↓
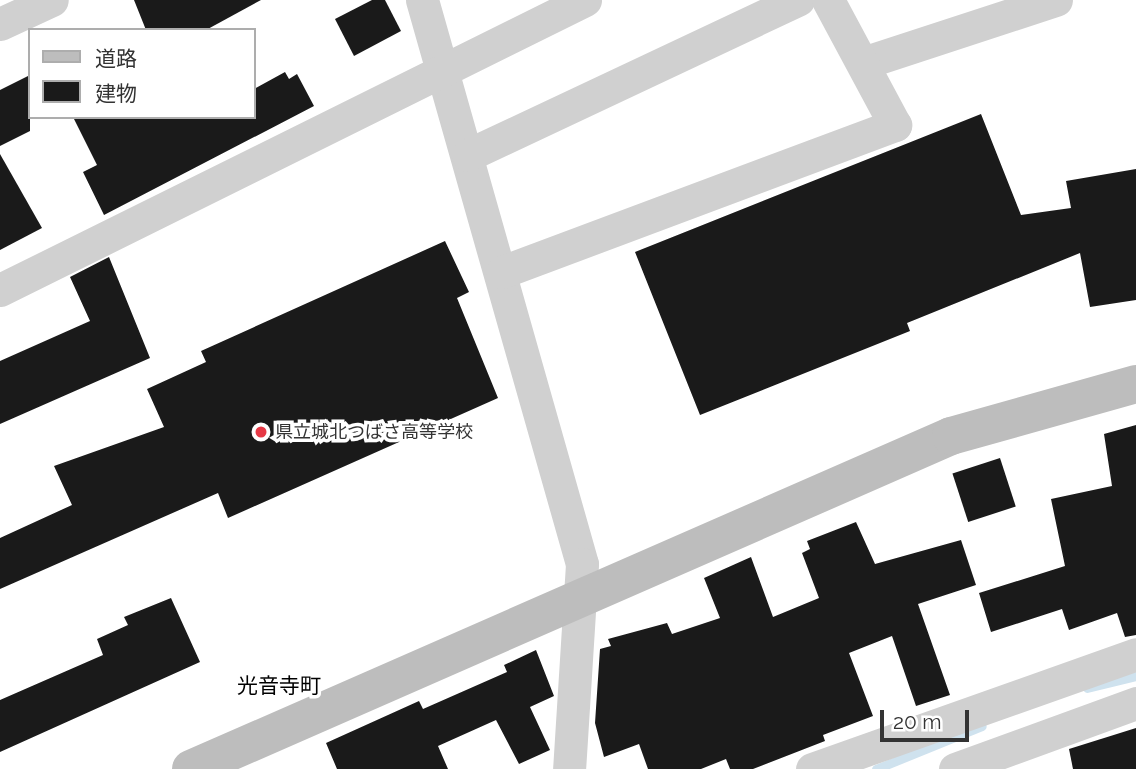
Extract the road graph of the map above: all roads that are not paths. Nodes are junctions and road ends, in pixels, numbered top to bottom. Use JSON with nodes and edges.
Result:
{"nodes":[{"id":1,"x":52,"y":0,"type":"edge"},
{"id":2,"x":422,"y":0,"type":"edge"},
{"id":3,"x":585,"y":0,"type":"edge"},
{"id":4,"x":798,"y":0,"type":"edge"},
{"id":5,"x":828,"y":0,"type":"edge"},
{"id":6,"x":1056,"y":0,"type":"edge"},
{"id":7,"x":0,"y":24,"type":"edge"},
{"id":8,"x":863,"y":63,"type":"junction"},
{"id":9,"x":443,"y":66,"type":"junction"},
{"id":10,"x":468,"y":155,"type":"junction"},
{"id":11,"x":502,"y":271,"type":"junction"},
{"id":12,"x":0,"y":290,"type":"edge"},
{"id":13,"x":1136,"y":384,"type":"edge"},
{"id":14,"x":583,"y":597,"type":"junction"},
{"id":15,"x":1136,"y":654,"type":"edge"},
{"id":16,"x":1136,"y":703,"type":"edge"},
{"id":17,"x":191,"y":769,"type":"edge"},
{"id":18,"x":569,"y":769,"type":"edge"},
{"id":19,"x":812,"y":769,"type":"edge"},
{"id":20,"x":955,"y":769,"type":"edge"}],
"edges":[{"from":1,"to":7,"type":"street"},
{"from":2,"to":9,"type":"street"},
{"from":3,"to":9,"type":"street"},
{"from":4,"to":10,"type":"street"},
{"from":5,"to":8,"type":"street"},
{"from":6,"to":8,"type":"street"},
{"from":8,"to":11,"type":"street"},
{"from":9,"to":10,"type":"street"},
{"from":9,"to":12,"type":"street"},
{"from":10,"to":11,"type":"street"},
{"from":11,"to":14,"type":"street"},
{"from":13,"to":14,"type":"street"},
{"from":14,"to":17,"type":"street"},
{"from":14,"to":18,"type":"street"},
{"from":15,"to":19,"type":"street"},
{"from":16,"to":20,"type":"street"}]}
↑
↓
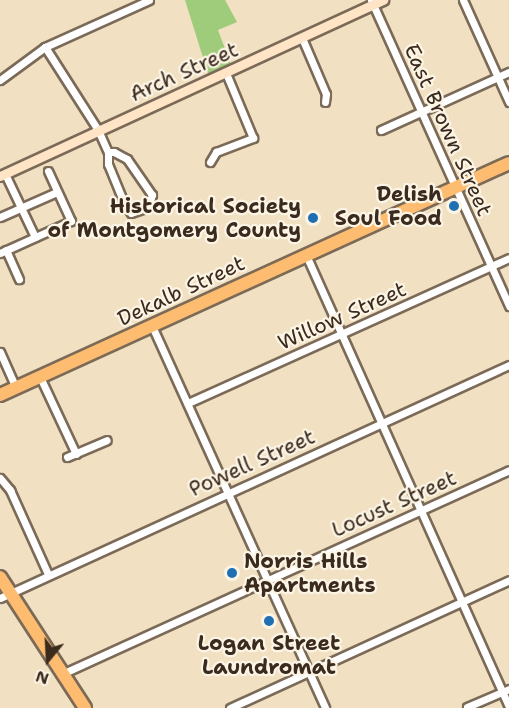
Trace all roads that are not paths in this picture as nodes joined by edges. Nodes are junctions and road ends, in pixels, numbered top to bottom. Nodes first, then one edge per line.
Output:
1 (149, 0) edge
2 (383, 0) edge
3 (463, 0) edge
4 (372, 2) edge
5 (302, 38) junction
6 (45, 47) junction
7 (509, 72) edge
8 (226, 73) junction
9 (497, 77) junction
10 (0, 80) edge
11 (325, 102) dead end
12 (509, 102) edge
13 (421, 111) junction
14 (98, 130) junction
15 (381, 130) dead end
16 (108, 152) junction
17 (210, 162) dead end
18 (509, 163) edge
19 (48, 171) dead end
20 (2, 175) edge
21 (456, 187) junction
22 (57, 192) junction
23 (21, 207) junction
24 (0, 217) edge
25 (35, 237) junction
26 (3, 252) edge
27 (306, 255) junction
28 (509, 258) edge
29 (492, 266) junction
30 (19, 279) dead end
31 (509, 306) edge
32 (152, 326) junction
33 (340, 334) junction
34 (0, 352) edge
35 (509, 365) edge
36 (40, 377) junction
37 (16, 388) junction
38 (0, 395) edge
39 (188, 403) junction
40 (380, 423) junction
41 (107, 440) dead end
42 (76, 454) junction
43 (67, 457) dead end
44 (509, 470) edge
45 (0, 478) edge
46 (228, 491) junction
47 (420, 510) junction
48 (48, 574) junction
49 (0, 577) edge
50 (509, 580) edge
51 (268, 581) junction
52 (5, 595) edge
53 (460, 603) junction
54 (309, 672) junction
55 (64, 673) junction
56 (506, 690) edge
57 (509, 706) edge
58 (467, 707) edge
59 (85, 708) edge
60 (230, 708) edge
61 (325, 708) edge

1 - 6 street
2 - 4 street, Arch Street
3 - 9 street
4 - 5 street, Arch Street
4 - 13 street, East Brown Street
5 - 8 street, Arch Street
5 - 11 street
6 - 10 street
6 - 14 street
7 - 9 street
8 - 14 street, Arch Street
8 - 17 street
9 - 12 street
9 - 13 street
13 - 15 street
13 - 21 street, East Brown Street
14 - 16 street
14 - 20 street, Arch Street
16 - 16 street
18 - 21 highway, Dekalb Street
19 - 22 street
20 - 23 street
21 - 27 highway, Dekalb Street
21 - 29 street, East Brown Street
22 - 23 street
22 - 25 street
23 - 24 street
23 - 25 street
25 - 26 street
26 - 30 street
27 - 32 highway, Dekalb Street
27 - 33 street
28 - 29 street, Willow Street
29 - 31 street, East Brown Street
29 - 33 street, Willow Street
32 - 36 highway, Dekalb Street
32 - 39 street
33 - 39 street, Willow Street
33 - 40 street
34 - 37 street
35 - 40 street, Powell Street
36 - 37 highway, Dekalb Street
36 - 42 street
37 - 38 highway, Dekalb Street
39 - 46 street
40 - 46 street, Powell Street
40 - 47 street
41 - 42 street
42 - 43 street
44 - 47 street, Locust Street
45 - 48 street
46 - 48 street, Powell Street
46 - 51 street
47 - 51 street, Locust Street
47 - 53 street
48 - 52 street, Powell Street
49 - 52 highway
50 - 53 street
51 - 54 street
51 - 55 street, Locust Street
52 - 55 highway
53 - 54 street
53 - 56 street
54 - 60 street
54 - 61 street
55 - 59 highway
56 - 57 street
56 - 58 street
↑
Among the lines above, find those containing the word "edges" and copy each.

### Task answer
Extract the road graph of the map above: all roads that are not paths. Nodes are junctions and road ends, in pixels, numbered top to bottom. Use JSON with nodes and edges.
"edges":[{"from":1,"to":7,"type":"street"},
Trace all roads that are not paths in this picture as nodes joined by edges. Nodes are junctions and road ends, in pixels, numbered top to bottom. Nodes first, then one edge per line.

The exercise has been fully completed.